Je continuai d'appeler le directeur, ignorant le regard sidéré que la jeune fille échangea avec ses amis. Quand j'essayai d'avancer, le groupe me bloqua de nouveau le passage, je m'apprêtai à repousser la fille devant moi, mais elle reprit :

— Comment ça, on sait qui c'est ?

— Le meurtrier est plusieurs fois venu ici, je saurais le reconnaître rien qu'à son regard.

— C'est quelqu'un de l'école ?

— Non, de dehors. Nous sommes sa cible.

Tout le groupe sembla si choqué que je lâchai un rire ironique, n'était-ce pas évident ? Je continuais de les ignorer en appelant de nouveau M. Briggs, jusqu'à ce qu'il se pointe devant moi, et que le groupe se décale enfin. Je fermai les bras sur mon torse, en m'avançant avec confiance :

— Trouvez-vous cela normal qu'il faille que des étudiants meurent pour que vous fassiez quelque chose pour notre sécurité ?

— Nous faisons du mieux que nous le pouvons, jeune homme, vous ne pouvez pas nous juger sur un domaine dont vous ignorez tout.

— Et vous, vous ignorez complètement le bien être de vos étudiants. Avez-vous une seule idée de comment nous nous sentons après tout ce qu'il se passe ?

— Bien sûr, acquiesça-t-il en bougeant lentement son visage. Malheureusement, on ne peut pas contrôler si des étudiants se promènent dans les couloirs alors qu'ils ne devraient pas.

— Ah... Donc c'est de sa faute ? m'indignai-je, en croisant les bras sur mon torse.

— Ne me faites pas dire ce que je ne dis pas. Nous sommes tout aussi désolé que vous, c'est dur pour nous également, nous essayons de faire de notre mieux, même si cela n'est jamais garanti.

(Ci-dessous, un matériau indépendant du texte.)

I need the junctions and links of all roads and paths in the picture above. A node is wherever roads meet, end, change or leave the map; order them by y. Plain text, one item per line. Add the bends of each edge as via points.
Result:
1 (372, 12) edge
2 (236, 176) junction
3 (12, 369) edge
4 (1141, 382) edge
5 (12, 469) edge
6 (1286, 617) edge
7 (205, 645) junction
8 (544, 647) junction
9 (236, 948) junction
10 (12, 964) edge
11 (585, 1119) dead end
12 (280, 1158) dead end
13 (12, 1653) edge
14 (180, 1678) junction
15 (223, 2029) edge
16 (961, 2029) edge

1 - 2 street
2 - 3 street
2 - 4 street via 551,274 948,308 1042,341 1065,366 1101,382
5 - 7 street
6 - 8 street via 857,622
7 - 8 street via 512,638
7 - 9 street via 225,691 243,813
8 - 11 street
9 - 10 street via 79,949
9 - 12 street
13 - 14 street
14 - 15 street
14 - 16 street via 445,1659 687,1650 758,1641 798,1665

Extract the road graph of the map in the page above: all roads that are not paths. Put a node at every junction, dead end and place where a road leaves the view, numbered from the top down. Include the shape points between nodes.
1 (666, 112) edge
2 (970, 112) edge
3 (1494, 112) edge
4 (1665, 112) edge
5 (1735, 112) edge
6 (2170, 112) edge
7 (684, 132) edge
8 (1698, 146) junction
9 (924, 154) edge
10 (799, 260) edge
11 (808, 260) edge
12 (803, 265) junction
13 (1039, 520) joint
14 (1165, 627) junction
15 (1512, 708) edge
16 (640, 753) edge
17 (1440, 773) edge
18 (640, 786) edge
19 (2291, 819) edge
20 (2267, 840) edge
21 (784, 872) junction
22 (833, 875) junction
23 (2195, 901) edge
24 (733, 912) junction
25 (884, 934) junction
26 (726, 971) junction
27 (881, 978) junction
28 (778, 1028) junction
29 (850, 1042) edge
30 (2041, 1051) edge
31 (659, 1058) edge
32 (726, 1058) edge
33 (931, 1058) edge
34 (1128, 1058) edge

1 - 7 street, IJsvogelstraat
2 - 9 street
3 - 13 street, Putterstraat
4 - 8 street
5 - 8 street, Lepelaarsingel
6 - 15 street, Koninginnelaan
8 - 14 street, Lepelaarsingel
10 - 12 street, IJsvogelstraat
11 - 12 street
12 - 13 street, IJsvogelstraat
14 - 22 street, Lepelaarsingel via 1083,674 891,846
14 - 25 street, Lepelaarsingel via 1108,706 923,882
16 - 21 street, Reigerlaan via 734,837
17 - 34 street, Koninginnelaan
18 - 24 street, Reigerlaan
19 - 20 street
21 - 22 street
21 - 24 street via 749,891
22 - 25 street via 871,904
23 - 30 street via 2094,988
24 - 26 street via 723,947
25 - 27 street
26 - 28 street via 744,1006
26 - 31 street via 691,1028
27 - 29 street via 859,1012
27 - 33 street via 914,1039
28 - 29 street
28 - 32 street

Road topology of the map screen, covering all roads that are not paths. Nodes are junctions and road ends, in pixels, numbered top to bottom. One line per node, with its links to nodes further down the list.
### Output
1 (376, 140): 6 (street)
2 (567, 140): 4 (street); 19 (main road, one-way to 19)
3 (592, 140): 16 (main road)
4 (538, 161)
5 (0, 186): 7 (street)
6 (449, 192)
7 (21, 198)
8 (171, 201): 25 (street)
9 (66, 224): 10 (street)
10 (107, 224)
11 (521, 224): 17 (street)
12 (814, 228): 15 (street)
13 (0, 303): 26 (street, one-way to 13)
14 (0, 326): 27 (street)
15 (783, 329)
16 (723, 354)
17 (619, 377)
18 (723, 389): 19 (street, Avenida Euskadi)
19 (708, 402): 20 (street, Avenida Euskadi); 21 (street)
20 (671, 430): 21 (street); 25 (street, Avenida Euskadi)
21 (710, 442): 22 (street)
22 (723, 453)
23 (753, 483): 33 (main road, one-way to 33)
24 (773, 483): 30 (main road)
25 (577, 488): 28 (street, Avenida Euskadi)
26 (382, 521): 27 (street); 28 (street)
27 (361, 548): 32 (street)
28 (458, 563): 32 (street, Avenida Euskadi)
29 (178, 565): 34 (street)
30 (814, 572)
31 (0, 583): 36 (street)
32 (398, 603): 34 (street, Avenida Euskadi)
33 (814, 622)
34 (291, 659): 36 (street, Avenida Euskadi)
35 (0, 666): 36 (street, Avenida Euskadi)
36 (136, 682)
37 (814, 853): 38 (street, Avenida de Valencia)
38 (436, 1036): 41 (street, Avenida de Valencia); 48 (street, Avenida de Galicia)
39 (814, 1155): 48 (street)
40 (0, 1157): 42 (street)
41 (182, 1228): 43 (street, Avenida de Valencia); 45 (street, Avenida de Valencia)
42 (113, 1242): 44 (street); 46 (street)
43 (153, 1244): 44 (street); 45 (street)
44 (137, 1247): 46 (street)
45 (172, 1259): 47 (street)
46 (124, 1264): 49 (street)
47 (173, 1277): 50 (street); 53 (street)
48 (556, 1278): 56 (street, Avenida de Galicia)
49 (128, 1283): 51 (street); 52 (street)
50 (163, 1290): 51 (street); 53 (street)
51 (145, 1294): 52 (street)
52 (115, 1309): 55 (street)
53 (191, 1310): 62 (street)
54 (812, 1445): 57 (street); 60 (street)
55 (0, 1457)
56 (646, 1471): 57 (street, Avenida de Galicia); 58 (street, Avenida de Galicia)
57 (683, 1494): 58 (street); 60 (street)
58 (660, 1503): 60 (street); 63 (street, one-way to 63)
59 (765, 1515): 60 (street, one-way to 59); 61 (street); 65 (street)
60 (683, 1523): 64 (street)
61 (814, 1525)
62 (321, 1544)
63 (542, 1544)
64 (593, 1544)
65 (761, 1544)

Mais bien sûr. J'étais tellement en colère, je leur en voulais. Hëna avait raison ; Pandore n'aurait pas dû mourir. Tout comme Amélia. Personne ne méritait de mourir. Personne n'aurait dû mourir dans un espace censé être sécurisé, et pourtant... M. Briggs coupa court à mes pensées :

— Ce que nous faisons est pour vous aider à faire le deuil ; mettre en place des psychologues, être plus indulgents sur les notes aux examens, vous laisser le temps qu'il faudra. Je suis bien conscient que ce n'est pas facile, mais nous ne vous abandonnerons jamais à la solitude.

— Ouais, merci.

Je quittai les lieux, sous les regards surpris des étudiants qui traînaient là, j'entendis le directeur nous conseiller de retourner dans nos chambres. Je voulus lever les yeux au ciel et crier un grand coup tellement tout ceci était ridicule. Personne ne se rendait compte de l'urgence de la situation. D'un instant à l'autre nous pourrions tous mourir. Mais cela ne comptait pas.